● **TASK ITEM**: A single number is required: how many lines in the entries hold the word "Садовая".

___

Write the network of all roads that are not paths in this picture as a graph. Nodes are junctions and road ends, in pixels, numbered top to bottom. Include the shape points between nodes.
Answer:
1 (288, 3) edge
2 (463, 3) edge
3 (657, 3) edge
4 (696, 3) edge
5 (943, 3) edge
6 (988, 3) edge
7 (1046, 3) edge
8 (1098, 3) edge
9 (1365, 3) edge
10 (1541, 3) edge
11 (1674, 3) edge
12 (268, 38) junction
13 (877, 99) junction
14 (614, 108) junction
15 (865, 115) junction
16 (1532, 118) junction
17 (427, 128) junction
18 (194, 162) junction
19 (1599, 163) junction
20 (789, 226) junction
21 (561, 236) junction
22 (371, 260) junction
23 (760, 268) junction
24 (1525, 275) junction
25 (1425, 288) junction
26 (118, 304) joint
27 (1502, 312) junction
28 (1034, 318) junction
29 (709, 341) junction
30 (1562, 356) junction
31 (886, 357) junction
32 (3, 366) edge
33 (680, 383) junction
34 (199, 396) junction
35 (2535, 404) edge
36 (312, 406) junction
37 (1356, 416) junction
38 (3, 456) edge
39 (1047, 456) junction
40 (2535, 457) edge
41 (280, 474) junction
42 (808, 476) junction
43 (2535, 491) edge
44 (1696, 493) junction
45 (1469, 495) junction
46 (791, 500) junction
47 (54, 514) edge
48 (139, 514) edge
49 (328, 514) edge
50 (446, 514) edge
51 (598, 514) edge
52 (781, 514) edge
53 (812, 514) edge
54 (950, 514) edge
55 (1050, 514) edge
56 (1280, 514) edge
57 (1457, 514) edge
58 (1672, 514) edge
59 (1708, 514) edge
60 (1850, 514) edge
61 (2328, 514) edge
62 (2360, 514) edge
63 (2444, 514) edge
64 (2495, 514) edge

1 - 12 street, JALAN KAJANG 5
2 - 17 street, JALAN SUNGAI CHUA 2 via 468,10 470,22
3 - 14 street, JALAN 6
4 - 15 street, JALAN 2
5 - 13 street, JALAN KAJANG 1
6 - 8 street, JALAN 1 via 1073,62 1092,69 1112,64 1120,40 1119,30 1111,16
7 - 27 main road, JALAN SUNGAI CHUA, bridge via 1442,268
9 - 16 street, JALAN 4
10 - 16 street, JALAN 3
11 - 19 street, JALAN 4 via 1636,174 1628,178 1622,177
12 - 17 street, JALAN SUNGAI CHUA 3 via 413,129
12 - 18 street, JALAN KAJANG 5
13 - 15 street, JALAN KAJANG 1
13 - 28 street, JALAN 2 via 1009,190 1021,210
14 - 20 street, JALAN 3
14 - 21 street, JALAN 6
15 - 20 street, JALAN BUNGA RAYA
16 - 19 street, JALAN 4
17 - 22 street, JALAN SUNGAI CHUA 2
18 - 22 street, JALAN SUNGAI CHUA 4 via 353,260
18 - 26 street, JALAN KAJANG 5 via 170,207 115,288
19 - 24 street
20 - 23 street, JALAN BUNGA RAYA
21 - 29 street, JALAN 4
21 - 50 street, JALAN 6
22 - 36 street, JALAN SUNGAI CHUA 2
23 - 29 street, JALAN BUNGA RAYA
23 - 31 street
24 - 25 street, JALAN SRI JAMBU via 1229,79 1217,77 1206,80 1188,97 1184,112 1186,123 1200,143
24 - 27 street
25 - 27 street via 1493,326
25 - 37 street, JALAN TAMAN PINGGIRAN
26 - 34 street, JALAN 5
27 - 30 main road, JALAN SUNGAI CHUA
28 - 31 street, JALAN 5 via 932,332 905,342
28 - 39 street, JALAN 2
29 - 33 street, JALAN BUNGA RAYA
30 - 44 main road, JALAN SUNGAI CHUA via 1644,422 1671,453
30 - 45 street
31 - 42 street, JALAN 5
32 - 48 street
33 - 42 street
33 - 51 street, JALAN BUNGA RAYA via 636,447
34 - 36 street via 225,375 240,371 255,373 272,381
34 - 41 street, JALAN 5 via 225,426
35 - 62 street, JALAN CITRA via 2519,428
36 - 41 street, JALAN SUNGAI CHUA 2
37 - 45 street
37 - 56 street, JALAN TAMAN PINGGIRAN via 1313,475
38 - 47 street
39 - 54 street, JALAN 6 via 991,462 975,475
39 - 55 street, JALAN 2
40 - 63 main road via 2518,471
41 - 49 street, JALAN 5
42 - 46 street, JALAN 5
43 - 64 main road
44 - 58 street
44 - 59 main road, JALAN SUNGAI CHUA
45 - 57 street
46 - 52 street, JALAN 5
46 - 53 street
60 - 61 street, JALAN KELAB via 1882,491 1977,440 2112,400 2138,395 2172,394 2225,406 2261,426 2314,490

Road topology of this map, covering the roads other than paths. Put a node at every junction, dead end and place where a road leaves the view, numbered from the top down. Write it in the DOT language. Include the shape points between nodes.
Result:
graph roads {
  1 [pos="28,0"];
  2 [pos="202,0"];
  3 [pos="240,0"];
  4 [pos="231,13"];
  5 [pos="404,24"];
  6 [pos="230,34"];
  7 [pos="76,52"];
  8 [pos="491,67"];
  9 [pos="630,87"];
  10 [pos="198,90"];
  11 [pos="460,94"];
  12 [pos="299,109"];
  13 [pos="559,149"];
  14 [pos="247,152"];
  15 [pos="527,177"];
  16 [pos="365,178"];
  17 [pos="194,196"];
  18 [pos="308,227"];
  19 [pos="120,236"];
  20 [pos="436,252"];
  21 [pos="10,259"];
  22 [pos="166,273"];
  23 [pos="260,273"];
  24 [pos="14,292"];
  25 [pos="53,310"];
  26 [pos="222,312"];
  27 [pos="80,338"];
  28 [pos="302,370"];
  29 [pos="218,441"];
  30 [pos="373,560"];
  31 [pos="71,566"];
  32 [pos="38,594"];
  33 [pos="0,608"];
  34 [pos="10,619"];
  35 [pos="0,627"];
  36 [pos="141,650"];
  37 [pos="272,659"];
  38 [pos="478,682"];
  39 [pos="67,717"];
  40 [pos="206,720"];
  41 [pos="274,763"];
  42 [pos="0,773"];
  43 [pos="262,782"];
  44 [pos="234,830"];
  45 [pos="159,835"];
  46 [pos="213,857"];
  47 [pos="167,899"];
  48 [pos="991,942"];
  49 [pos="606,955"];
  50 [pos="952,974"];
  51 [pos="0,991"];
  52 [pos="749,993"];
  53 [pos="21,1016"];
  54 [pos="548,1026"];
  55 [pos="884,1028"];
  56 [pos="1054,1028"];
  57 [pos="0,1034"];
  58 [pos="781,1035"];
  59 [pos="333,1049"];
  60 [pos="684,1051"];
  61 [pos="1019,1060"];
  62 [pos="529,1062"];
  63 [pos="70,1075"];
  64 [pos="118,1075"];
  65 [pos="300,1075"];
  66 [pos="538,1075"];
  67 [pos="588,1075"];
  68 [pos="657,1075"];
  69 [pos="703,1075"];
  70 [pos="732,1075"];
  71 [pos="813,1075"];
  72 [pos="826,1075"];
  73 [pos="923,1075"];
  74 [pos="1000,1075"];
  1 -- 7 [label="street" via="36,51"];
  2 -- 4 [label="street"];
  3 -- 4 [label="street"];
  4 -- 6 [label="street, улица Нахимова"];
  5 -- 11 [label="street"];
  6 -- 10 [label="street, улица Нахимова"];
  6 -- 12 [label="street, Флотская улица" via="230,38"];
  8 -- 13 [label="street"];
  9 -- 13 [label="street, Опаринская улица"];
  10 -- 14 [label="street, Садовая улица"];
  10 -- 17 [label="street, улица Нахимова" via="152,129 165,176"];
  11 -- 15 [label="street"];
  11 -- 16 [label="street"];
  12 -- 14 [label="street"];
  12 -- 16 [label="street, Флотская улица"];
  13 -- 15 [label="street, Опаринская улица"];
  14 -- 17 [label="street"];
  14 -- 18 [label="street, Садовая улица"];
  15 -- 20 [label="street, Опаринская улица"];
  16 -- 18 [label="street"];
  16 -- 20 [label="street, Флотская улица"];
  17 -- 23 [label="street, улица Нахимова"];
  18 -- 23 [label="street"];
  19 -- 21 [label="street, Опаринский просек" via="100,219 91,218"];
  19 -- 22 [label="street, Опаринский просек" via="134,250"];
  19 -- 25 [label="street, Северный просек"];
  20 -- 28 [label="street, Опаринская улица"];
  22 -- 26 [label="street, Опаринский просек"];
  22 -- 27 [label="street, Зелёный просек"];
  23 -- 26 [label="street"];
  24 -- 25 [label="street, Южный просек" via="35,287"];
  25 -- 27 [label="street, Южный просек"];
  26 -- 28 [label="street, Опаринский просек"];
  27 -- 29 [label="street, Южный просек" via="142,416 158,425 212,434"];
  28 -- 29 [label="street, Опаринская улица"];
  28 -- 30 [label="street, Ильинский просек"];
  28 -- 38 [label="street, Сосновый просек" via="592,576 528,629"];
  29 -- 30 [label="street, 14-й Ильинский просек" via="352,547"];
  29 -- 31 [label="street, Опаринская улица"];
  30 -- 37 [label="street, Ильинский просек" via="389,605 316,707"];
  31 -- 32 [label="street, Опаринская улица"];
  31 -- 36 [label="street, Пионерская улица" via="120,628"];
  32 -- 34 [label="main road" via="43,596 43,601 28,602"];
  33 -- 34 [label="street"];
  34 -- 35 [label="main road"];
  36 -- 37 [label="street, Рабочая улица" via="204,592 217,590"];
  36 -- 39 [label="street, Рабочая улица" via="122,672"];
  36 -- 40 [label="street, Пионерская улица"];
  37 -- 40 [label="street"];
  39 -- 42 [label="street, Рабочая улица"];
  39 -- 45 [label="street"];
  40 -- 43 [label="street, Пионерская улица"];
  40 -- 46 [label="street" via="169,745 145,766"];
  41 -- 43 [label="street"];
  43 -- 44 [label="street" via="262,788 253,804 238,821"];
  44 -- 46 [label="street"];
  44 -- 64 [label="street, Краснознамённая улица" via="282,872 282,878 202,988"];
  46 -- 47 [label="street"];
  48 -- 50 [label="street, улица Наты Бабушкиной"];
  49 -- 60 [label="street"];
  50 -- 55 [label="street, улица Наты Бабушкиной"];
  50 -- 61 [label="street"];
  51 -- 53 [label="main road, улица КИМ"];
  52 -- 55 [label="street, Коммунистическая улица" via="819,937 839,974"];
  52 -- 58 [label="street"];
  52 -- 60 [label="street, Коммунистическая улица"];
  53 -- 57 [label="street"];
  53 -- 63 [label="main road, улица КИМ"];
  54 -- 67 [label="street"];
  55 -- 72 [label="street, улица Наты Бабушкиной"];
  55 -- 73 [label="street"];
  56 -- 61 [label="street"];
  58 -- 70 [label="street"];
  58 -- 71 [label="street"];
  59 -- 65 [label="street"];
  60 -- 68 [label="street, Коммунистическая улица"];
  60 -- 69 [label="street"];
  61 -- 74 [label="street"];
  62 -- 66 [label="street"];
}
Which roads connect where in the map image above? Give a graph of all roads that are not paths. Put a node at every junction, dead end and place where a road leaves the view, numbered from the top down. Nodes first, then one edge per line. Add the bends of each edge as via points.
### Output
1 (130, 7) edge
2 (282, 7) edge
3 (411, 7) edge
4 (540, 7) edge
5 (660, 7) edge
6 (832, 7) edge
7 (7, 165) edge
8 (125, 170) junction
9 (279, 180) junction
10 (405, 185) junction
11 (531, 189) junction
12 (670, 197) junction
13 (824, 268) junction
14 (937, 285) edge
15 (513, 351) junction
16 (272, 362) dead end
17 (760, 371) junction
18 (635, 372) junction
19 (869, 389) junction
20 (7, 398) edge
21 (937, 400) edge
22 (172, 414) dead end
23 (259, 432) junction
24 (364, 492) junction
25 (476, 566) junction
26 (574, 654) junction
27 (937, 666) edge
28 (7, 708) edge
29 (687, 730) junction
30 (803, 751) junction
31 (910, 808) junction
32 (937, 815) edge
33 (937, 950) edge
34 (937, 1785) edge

___

● **WORKED SOLUTION**: 2